Another Anti-Semite Bites the Dust
In the post below this one I wrote about the sleazy relationship that Thomas H. Naylor has with a website once operated by Alexander Cockburn that is a haven for anti-Semitic bile that passes for "thought" called CounterPunch.
Yesterday, Cockburn died and good riddance. In the various obits that appeared today, including The New York Times, one common thread emerged: Cockburn was fired from the Village Voice in 1984 over a conflict of interest, that is, accepting a payment from the Institute of Arab Studies in 1982 while writing at the Voice about Arab-Israeli issues where he was described as "an often-fierce critic" of Israeli policies. He claimed that the $10,000 payment was for a book but then Voice editor, David Schneiderman, didn't buy it and fired the scumbag. Despite his having been a prolific writer, no such book was ever published by Cockburn.

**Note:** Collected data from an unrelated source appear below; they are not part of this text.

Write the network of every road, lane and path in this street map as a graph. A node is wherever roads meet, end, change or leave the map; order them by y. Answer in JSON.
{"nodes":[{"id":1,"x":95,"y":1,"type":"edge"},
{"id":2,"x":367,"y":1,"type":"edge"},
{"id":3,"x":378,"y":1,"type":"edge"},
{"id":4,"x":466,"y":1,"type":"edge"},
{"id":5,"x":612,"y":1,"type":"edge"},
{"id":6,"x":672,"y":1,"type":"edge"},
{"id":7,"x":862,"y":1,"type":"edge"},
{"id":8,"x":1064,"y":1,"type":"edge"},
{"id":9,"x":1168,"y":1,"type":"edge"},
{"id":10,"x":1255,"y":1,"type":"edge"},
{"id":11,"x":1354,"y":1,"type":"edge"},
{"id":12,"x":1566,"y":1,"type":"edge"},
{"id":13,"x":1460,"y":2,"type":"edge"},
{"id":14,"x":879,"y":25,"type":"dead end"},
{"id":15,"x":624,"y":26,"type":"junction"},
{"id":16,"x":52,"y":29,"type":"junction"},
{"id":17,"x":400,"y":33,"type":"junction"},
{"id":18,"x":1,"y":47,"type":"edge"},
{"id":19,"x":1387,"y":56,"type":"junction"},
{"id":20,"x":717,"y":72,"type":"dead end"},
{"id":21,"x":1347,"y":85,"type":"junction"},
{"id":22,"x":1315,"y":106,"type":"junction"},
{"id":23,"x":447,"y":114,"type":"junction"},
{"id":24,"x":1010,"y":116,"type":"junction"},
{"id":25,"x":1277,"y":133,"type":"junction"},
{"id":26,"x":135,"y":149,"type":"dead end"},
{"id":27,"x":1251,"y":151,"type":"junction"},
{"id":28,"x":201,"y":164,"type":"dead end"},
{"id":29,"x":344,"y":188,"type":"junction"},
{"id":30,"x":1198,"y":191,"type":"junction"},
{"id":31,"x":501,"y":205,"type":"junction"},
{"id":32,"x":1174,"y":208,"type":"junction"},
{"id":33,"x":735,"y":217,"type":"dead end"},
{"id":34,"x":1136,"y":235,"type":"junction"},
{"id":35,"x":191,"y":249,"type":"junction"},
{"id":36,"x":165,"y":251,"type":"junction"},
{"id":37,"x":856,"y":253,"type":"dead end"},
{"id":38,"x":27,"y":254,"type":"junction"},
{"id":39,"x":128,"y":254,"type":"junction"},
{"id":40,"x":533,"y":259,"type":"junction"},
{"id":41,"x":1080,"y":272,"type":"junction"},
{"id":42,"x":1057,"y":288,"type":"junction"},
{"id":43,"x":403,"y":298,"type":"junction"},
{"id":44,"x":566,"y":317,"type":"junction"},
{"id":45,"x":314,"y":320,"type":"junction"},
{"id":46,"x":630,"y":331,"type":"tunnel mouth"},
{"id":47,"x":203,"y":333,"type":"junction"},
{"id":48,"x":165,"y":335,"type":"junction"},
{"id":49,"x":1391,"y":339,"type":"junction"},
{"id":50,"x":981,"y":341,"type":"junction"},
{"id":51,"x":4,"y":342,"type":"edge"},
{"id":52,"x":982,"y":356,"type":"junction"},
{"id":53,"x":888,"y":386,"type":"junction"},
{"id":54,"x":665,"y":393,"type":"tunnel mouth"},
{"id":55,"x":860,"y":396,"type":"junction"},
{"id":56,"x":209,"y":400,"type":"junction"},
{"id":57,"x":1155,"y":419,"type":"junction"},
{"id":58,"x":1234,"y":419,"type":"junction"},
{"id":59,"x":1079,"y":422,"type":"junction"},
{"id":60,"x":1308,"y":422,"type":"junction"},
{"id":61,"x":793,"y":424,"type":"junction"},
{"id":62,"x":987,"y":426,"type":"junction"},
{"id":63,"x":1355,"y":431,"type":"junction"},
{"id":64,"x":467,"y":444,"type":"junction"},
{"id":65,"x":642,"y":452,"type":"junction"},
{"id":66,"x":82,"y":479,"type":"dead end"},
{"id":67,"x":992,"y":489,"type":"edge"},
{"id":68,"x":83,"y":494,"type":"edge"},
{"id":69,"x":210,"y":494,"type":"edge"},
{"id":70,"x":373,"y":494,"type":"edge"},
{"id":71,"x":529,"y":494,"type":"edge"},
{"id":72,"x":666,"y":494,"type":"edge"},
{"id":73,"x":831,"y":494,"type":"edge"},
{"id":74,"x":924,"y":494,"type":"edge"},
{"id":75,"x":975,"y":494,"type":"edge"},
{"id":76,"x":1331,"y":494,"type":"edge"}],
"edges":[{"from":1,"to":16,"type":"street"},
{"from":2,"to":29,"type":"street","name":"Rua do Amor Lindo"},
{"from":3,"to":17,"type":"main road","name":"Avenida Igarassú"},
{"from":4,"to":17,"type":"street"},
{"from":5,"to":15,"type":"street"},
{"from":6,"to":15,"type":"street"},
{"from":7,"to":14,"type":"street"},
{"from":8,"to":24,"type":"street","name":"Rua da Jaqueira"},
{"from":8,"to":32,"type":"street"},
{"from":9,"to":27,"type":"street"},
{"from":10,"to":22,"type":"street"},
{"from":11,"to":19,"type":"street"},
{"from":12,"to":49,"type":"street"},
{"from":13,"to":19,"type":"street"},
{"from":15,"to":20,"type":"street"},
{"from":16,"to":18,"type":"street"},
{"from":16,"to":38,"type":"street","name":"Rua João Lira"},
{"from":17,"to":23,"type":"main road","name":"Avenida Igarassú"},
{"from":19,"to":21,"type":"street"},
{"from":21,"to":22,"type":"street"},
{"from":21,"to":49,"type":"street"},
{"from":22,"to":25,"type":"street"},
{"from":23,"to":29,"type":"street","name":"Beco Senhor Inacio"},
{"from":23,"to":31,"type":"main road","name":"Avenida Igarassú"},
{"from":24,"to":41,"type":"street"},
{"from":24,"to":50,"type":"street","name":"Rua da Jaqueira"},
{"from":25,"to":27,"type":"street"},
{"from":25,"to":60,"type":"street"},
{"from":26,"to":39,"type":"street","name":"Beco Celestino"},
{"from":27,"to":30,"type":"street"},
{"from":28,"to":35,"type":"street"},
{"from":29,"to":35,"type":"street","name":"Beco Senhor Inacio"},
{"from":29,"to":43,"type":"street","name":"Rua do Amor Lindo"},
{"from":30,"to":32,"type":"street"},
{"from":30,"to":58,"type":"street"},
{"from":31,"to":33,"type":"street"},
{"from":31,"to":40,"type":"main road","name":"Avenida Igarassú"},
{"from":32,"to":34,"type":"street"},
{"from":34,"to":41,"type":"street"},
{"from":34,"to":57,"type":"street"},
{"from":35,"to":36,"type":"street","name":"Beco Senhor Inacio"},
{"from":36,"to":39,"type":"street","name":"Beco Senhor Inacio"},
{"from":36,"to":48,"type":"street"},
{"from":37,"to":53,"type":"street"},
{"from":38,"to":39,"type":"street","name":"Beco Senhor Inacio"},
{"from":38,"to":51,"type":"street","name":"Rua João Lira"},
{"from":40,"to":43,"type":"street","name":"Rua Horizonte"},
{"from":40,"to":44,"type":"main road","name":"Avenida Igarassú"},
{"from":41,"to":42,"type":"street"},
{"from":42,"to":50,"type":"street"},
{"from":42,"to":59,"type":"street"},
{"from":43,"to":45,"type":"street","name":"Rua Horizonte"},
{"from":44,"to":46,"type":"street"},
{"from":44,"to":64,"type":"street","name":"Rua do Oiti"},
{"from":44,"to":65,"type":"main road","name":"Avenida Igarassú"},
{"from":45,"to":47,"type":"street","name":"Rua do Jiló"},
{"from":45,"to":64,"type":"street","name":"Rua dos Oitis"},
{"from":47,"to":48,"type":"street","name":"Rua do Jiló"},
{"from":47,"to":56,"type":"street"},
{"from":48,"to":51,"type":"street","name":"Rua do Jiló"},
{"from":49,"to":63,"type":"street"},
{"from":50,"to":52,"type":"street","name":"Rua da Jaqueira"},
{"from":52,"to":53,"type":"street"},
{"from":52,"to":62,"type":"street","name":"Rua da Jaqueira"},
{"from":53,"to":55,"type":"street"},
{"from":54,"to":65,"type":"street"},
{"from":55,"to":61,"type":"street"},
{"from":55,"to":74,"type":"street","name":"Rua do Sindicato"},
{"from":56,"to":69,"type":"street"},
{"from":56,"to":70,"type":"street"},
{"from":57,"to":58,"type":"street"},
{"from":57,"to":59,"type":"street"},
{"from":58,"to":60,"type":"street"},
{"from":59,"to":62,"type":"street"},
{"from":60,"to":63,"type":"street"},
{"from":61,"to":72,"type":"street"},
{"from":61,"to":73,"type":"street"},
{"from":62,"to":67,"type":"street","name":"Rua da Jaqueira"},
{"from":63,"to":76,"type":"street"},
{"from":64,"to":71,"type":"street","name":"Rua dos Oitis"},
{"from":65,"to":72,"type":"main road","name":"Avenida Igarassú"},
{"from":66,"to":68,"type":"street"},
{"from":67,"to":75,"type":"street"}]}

Cockburn mocked the condemnation of his quite apparent anti-Semitism and his numerous critics for such in much the same fashion that the white separatist secessionist allies of Thomas Naylor's like the League of the South dismiss the condemnation of their overt racism as being a conspiratorial plot to silence them, yet Cockburn had no problem writing one essay that he titled My Life as an "Anti-Semite", a polemic which, although I'm sure that it wasn't Cockburn's intention, offers much to underscore the obvious anti-Jew bias that Cockburn seems to have spent much of his life wallowing in.
Cockburn's writing was infused with his anti-Semitism, for which he was so dishonest it comes as little surprise that he was such an unethical writer that it led to his firing from such a prestigious publication as the Village Voice. His various grudges against a host of Jews only intensified after his firing.
The world will be a better place without him.